| What you need to do |
When you reach the line containing "display:flex; align-items:center; gap:12px;" in the data below, begin returning lines exactly as written, and stop once the line containing "display:flex; gap:8px; margin-top:auto;" has been returned.

=== Section Start ===

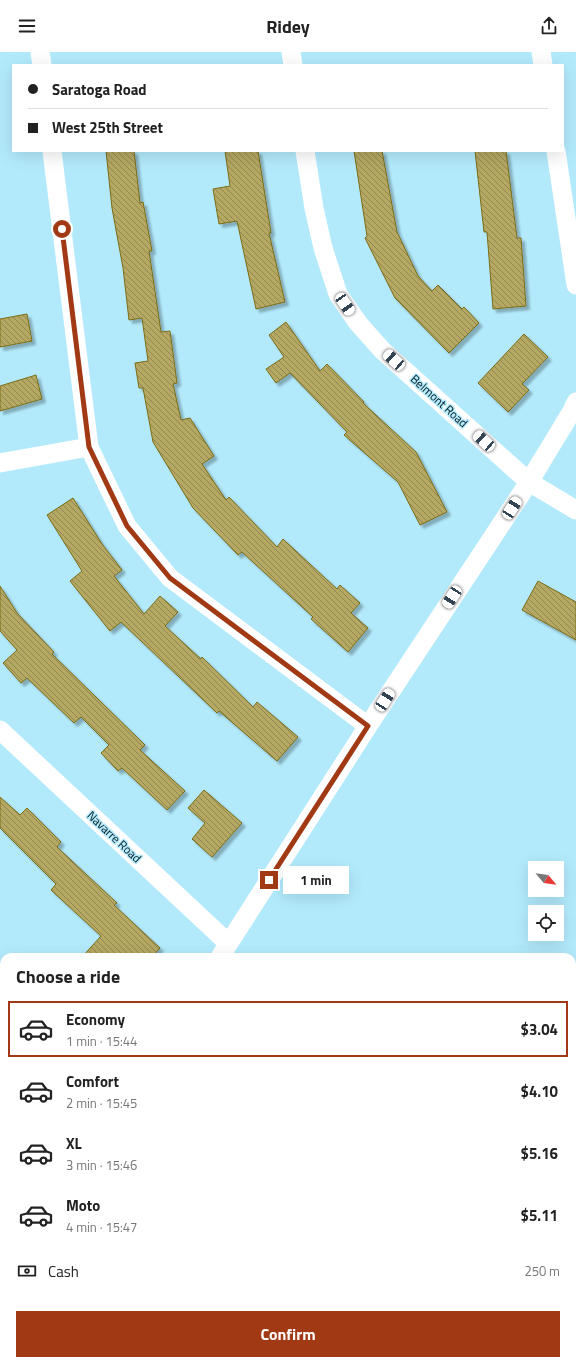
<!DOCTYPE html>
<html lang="en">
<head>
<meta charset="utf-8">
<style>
	:root { --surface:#fff; --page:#f6f6f6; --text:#222; --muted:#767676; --line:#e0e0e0; --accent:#a13a14 }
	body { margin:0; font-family:"Titillium Web",sans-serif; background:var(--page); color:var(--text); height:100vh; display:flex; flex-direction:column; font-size:15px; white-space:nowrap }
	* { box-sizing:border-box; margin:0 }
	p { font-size:13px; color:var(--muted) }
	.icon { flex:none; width:22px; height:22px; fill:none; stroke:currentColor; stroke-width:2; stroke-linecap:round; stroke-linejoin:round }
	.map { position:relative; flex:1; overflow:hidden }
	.side { position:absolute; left:0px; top:901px; width:576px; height:412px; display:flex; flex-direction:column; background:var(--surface); border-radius:12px 12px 0 0; box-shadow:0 4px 16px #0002 }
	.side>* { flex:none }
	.top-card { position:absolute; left:12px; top:12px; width:552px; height:88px; border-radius:0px; box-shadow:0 4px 16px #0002; display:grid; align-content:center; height:88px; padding:0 16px; background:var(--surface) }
	.needle { width:26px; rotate:119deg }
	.tools { position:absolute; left:528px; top:809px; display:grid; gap:8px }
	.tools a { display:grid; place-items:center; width:36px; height:36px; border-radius:0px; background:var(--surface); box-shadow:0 4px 16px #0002; font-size:20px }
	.end { position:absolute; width:18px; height:18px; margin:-9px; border:5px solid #a13a14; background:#fff; box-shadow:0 0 0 2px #fff }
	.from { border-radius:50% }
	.bubble { position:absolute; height:28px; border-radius:0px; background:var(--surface); box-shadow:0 4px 16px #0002; font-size:13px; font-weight:700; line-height:28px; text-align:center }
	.car { position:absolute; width:12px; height:24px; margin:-12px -6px; border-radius:5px; box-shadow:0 0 3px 1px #0007; background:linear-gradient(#fff 24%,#345 0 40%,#fff 0 76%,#345 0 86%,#fff 0) }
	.top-card b { display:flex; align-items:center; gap:14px; height:38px; font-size:15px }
	.top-card b+b { border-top:1px solid var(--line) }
	.top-card i { width:10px; height:10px; background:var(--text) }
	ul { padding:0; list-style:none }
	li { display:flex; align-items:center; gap:12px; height:56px; margin:0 8px 6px; padding:0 8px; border:2px solid transparent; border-radius:0px }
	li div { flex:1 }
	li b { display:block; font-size:15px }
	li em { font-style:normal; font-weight:700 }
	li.active { border-color:var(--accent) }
	li>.icon { width:36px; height:36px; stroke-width:1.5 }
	h2 { padding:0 16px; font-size:18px; line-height:48px }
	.pay { display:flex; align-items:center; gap:10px; height:44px; padding:0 16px; font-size:15px }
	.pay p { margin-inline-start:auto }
	.primary-button { display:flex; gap:8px; margin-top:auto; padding:8px 16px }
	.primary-button a { flex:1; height:46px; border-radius:0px; background:var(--accent); color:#fff; font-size:16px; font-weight:700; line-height:46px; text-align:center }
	header { display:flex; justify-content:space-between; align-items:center; height:52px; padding:0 16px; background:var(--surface); font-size:18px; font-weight:700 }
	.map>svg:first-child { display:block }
	.building { fill:url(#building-back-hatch); stroke:#7b6c15; filter:url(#shadow) }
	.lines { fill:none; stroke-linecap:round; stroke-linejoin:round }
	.service { stroke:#fff; stroke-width:9 }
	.minor { stroke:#fff; stroke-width:19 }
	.route { stroke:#a13a14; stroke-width:5 }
	.labels { text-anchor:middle; stroke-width:3; stroke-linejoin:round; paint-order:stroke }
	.street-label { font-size:12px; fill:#03181e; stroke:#b2eafc }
</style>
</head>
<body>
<header><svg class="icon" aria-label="menu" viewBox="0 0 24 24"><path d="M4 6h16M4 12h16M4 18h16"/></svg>Ridey<svg class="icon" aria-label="share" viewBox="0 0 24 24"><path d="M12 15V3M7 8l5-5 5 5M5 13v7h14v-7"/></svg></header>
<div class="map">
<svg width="576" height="1313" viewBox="0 0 576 1313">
	<defs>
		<pattern id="building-back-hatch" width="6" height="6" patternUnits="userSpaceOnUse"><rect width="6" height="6" fill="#b5a863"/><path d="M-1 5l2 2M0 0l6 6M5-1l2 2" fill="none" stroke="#918851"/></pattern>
		<filter id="shadow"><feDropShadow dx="3.5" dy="3.5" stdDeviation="1" flood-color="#0004"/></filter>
	</defs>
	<rect width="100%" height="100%" fill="#b2eafc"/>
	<path class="building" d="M 106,99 L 134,99 L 140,151 L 143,150 L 152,199 L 149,199 L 161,280 L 170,279 L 177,331 L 173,332 L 181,368 L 190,366 L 214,404 L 202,412 L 226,448 L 229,445 L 277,495 L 283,487 L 337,537 L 340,533 L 360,551 L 351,561 L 368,576 L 348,600 L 311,567 L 313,565 L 242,500 L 238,503 L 193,456 L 153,390 L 143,336 L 139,336 L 135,311 L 148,309 L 142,266 L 129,268 L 123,216 L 112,156 Z
		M 225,99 L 258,99 L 271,181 L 269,181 L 285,250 L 256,257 L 237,169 L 219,172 L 213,137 L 230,134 Z
		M 354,99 L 382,99 L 397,180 L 418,224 L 432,239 L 438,233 L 462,257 L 464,255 L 479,271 L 449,301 L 395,246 L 365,186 L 367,184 Z
		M 475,99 L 506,99 L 517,186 L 521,186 L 526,254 L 493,257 L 487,180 L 484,180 Z
		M 27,262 L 32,289 L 0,295 L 0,267 Z
		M 286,270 L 320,319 L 327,312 L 364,350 L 363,351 L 416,400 L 447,460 L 420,473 L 398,430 L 344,383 L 347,380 L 290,321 L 276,331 L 266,317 L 284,305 L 269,283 Z
		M 524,282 L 548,305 L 522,332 L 529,338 L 508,360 L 478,331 Z
		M 36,323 L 42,347 L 0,359 L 0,334 Z
		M 73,446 L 102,492 L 122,518 L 114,524 L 144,562 L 160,544 L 178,560 L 165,574 L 201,607 L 202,605 L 253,655 L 257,650 L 298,685 L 277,709 L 219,659 L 217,661 L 121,570 L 110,579 L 70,529 L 82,519 L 47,463 Z
		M 538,529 L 576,550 L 576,588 L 522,558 Z
		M 0,534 L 17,561 L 54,600 L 52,602 L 145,693 L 140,698 L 185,739 L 167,758 L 122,716 L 118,719 L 101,701 L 109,693 L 81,665 L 74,671 L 27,626 L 21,631 L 3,611 L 17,598 L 0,579 Z
		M 204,738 L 242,771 L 212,805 L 192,787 L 205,771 L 188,756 Z
		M 0,745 L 20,763 L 27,756 L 61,790 L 57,795 L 117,851 L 114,853 L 160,896 L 152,905 L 82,905 L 101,884 L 51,838 L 56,832 L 0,776 Z"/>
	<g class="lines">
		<path class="service" d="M 0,1195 L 4,1198
			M 189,1309 L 196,1313"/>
		<path class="minor" d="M 40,0 L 42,13
			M 291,0 L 293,13
			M 541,0 L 543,13
			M 52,99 L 89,395 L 127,474 L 170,526 L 368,674
			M 305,99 L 314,156 L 323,196 L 338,242 L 358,271 L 382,298 L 529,430 L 576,458
			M 556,99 L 576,233
			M 0,411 L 89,395
			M 0,678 L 228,891
			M 220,905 L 368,674 L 529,430 L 572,359 L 576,350
			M 0,1017 L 4,1021
			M 0,1258 L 4,1251"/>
	</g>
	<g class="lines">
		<path class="route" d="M 62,177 L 89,395 L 127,474 L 170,526 L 368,674 L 269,828"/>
	</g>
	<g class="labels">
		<g class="street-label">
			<text transform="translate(439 349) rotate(42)" y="4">Belmont Road</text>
			<text transform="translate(114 785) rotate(43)" y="4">Navarre Road</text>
		</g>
	</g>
</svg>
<div class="tools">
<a><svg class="needle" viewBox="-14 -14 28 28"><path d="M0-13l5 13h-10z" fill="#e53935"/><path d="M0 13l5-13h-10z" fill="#767676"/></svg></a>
<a><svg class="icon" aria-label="locate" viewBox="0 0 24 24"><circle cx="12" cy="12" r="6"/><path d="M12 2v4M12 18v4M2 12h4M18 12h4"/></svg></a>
</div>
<i class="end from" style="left:62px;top:177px"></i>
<i class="end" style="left:269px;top:828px"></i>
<div class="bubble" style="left:283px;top:814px;width:66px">1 min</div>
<i class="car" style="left:345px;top:252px;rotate:146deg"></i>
<i class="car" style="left:394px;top:308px;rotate:312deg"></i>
<i class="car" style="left:484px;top:389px;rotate:312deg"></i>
<i class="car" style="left:512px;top:456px;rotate:33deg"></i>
<i class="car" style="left:452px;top:545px;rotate:213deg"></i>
<i class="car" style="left:385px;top:648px;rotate:33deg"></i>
<div class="top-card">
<b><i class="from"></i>Saratoga Road</b>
<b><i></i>West 25th Street</b>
</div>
<section class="side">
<h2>Choose a ride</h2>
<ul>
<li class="active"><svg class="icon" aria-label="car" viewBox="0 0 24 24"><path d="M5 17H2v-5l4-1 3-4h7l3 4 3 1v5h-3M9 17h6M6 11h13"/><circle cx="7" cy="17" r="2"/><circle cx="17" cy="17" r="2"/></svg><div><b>Economy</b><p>1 min · 15:44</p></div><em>$3.04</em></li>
<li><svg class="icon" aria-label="car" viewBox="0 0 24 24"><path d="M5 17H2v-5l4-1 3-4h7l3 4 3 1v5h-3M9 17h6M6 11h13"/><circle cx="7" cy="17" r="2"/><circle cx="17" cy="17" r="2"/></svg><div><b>Comfort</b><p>2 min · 15:45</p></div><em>$4.10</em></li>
<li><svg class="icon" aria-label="car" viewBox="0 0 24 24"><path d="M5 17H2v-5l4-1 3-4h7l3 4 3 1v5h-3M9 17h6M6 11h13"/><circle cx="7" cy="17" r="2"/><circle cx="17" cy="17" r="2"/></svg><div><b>XL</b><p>3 min · 15:46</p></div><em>$5.16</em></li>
<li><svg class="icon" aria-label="car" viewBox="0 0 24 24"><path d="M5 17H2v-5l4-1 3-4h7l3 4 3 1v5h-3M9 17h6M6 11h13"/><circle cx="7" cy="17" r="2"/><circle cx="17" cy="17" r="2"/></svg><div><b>Moto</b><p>4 min · 15:47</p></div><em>$5.11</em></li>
</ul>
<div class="pay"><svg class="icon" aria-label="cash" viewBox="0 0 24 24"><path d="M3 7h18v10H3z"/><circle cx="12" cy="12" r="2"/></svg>Cash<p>250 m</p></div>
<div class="primary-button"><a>Confirm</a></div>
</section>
</div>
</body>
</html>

=== Section End ===

| Output |
	li { display:flex; align-items:center; gap:12px; height:56px; margin:0 8px 6px; padding:0 8px; border:2px solid transparent; border-radius:0px }
	li div { flex:1 }
	li b { display:block; font-size:15px }
	li em { font-style:normal; font-weight:700 }
	li.active { border-color:var(--accent) }
	li>.icon { width:36px; height:36px; stroke-width:1.5 }
	h2 { padding:0 16px; font-size:18px; line-height:48px }
	.pay { display:flex; align-items:center; gap:10px; height:44px; padding:0 16px; font-size:15px }
	.pay p { margin-inline-start:auto }
	.primary-button { display:flex; gap:8px; margin-top:auto; padding:8px 16px }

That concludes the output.